▶ **Assignment**
For every line below, output the text exactly and leave out images.

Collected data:
▼

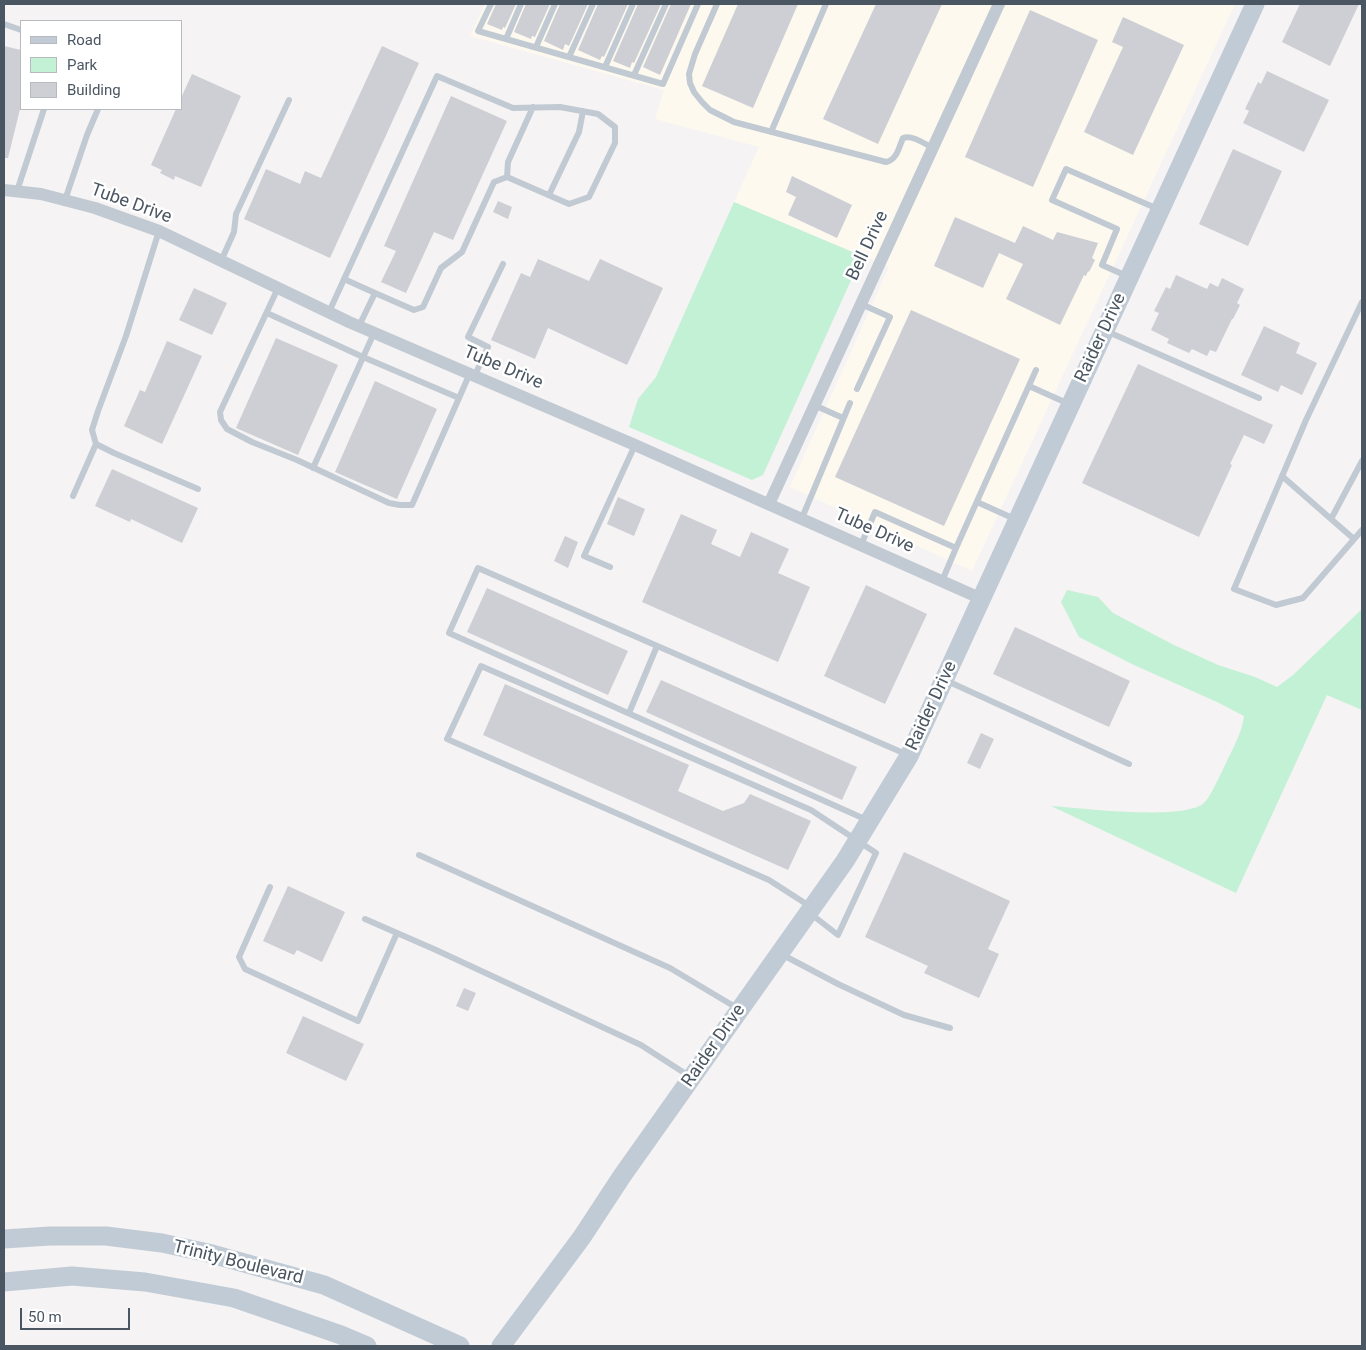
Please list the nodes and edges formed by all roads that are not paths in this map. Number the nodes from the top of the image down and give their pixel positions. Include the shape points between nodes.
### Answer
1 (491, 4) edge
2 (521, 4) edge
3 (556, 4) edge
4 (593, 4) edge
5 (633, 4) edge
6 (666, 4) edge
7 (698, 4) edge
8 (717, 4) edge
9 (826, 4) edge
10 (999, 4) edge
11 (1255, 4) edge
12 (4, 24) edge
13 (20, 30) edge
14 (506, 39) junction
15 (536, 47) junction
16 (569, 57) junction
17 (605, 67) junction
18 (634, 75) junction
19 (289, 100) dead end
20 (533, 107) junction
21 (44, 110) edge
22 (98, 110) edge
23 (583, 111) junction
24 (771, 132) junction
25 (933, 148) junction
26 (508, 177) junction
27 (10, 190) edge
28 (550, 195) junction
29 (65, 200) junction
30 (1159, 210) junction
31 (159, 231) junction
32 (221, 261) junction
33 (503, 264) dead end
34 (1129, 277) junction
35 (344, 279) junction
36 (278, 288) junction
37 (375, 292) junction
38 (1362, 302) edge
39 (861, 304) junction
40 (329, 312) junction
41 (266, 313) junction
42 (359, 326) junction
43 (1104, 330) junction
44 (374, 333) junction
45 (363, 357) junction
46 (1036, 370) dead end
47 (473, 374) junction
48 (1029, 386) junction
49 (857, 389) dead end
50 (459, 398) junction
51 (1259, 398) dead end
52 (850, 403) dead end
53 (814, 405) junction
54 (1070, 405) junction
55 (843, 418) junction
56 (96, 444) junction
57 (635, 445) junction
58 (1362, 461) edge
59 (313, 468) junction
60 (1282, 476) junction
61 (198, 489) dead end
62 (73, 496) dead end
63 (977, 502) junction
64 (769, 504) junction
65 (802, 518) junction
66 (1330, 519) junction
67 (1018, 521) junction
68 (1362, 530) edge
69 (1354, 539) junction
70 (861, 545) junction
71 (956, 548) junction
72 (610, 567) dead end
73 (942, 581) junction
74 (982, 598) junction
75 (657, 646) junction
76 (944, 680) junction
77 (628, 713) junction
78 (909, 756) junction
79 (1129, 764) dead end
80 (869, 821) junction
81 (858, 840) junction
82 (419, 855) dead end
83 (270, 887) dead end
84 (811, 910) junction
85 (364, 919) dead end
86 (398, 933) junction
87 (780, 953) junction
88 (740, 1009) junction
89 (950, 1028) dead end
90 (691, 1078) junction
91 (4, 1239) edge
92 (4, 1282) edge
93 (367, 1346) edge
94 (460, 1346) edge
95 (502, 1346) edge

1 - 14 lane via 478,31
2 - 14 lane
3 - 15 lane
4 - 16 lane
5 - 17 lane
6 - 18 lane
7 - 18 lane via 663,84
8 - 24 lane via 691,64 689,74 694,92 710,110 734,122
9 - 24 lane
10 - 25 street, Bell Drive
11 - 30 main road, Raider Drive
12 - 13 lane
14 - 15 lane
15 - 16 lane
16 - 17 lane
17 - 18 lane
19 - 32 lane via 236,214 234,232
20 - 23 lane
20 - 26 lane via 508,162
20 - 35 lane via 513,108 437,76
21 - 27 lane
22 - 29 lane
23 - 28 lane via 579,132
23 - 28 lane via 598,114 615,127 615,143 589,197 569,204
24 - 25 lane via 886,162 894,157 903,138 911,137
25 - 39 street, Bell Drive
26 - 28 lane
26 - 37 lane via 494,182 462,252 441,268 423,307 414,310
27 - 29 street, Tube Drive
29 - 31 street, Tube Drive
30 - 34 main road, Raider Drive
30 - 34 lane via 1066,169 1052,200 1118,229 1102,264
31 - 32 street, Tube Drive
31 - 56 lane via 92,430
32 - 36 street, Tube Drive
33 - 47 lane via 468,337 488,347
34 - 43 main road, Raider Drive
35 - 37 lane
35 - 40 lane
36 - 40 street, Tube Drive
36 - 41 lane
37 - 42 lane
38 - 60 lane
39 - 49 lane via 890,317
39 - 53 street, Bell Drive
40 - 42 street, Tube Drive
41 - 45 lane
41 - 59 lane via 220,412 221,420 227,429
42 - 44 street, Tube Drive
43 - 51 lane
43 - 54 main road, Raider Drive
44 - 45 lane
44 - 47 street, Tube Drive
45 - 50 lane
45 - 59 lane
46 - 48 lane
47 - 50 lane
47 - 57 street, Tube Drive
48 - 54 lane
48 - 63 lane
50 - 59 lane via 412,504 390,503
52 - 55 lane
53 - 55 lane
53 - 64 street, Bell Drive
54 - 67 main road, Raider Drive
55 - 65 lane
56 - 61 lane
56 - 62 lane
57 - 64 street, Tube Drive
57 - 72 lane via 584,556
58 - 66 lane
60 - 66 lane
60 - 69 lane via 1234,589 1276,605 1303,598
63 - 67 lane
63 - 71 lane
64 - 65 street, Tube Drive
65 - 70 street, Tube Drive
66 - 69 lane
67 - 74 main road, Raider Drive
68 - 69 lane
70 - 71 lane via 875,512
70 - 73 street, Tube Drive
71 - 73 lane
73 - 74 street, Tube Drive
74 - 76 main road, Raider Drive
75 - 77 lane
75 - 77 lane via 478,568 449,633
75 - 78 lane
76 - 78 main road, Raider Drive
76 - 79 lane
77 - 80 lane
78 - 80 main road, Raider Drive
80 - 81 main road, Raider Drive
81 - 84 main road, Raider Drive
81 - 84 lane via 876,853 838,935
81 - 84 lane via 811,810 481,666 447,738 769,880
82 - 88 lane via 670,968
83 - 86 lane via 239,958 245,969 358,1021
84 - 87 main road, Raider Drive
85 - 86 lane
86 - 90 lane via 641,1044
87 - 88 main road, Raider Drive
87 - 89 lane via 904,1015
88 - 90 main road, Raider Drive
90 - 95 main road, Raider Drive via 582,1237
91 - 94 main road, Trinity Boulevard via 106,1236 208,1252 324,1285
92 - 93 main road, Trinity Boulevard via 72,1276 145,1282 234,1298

▲

▶ **Exercise output**
Please list the nodes and edges formed by all roads that are not paths in this map. Number the nodes from the top of the image down and give their pixel positions. Include the shape points between nodes.
### Answer
1 (491, 4) edge
2 (521, 4) edge
3 (556, 4) edge
4 (593, 4) edge
5 (633, 4) edge
6 (666, 4) edge
7 (698, 4) edge
8 (717, 4) edge
9 (826, 4) edge
10 (999, 4) edge
11 (1255, 4) edge
12 (4, 24) edge
13 (20, 30) edge
14 (506, 39) junction
15 (536, 47) junction
16 (569, 57) junction
17 (605, 67) junction
18 (634, 75) junction
19 (289, 100) dead end
20 (533, 107) junction
21 (44, 110) edge
22 (98, 110) edge
23 (583, 111) junction
24 (771, 132) junction
25 (933, 148) junction
26 (508, 177) junction
27 (10, 190) edge
28 (550, 195) junction
29 (65, 200) junction
30 (1159, 210) junction
31 (159, 231) junction
32 (221, 261) junction
33 (503, 264) dead end
34 (1129, 277) junction
35 (344, 279) junction
36 (278, 288) junction
37 (375, 292) junction
38 (1362, 302) edge
39 (861, 304) junction
40 (329, 312) junction
41 (266, 313) junction
42 (359, 326) junction
43 (1104, 330) junction
44 (374, 333) junction
45 (363, 357) junction
46 (1036, 370) dead end
47 (473, 374) junction
48 (1029, 386) junction
49 (857, 389) dead end
50 (459, 398) junction
51 (1259, 398) dead end
52 (850, 403) dead end
53 (814, 405) junction
54 (1070, 405) junction
55 (843, 418) junction
56 (96, 444) junction
57 (635, 445) junction
58 (1362, 461) edge
59 (313, 468) junction
60 (1282, 476) junction
61 (198, 489) dead end
62 (73, 496) dead end
63 (977, 502) junction
64 (769, 504) junction
65 (802, 518) junction
66 (1330, 519) junction
67 (1018, 521) junction
68 (1362, 530) edge
69 (1354, 539) junction
70 (861, 545) junction
71 (956, 548) junction
72 (610, 567) dead end
73 (942, 581) junction
74 (982, 598) junction
75 (657, 646) junction
76 (944, 680) junction
77 (628, 713) junction
78 (909, 756) junction
79 (1129, 764) dead end
80 (869, 821) junction
81 (858, 840) junction
82 (419, 855) dead end
83 (270, 887) dead end
84 (811, 910) junction
85 (364, 919) dead end
86 (398, 933) junction
87 (780, 953) junction
88 (740, 1009) junction
89 (950, 1028) dead end
90 (691, 1078) junction
91 (4, 1239) edge
92 (4, 1282) edge
93 (367, 1346) edge
94 (460, 1346) edge
95 (502, 1346) edge

1 - 14 lane via 478,31
2 - 14 lane
3 - 15 lane
4 - 16 lane
5 - 17 lane
6 - 18 lane
7 - 18 lane via 663,84
8 - 24 lane via 691,64 689,74 694,92 710,110 734,122
9 - 24 lane
10 - 25 street, Bell Drive
11 - 30 main road, Raider Drive
12 - 13 lane
14 - 15 lane
15 - 16 lane
16 - 17 lane
17 - 18 lane
19 - 32 lane via 236,214 234,232
20 - 23 lane
20 - 26 lane via 508,162
20 - 35 lane via 513,108 437,76
21 - 27 lane
22 - 29 lane
23 - 28 lane via 579,132
23 - 28 lane via 598,114 615,127 615,143 589,197 569,204
24 - 25 lane via 886,162 894,157 903,138 911,137
25 - 39 street, Bell Drive
26 - 28 lane
26 - 37 lane via 494,182 462,252 441,268 423,307 414,310
27 - 29 street, Tube Drive
29 - 31 street, Tube Drive
30 - 34 main road, Raider Drive
30 - 34 lane via 1066,169 1052,200 1118,229 1102,264
31 - 32 street, Tube Drive
31 - 56 lane via 92,430
32 - 36 street, Tube Drive
33 - 47 lane via 468,337 488,347
34 - 43 main road, Raider Drive
35 - 37 lane
35 - 40 lane
36 - 40 street, Tube Drive
36 - 41 lane
37 - 42 lane
38 - 60 lane
39 - 49 lane via 890,317
39 - 53 street, Bell Drive
40 - 42 street, Tube Drive
41 - 45 lane
41 - 59 lane via 220,412 221,420 227,429
42 - 44 street, Tube Drive
43 - 51 lane
43 - 54 main road, Raider Drive
44 - 45 lane
44 - 47 street, Tube Drive
45 - 50 lane
45 - 59 lane
46 - 48 lane
47 - 50 lane
47 - 57 street, Tube Drive
48 - 54 lane
48 - 63 lane
50 - 59 lane via 412,504 390,503
52 - 55 lane
53 - 55 lane
53 - 64 street, Bell Drive
54 - 67 main road, Raider Drive
55 - 65 lane
56 - 61 lane
56 - 62 lane
57 - 64 street, Tube Drive
57 - 72 lane via 584,556
58 - 66 lane
60 - 66 lane
60 - 69 lane via 1234,589 1276,605 1303,598
63 - 67 lane
63 - 71 lane
64 - 65 street, Tube Drive
65 - 70 street, Tube Drive
66 - 69 lane
67 - 74 main road, Raider Drive
68 - 69 lane
70 - 71 lane via 875,512
70 - 73 street, Tube Drive
71 - 73 lane
73 - 74 street, Tube Drive
74 - 76 main road, Raider Drive
75 - 77 lane
75 - 77 lane via 478,568 449,633
75 - 78 lane
76 - 78 main road, Raider Drive
76 - 79 lane
77 - 80 lane
78 - 80 main road, Raider Drive
80 - 81 main road, Raider Drive
81 - 84 main road, Raider Drive
81 - 84 lane via 876,853 838,935
81 - 84 lane via 811,810 481,666 447,738 769,880
82 - 88 lane via 670,968
83 - 86 lane via 239,958 245,969 358,1021
84 - 87 main road, Raider Drive
85 - 86 lane
86 - 90 lane via 641,1044
87 - 88 main road, Raider Drive
87 - 89 lane via 904,1015
88 - 90 main road, Raider Drive
90 - 95 main road, Raider Drive via 582,1237
91 - 94 main road, Trinity Boulevard via 106,1236 208,1252 324,1285
92 - 93 main road, Trinity Boulevard via 72,1276 145,1282 234,1298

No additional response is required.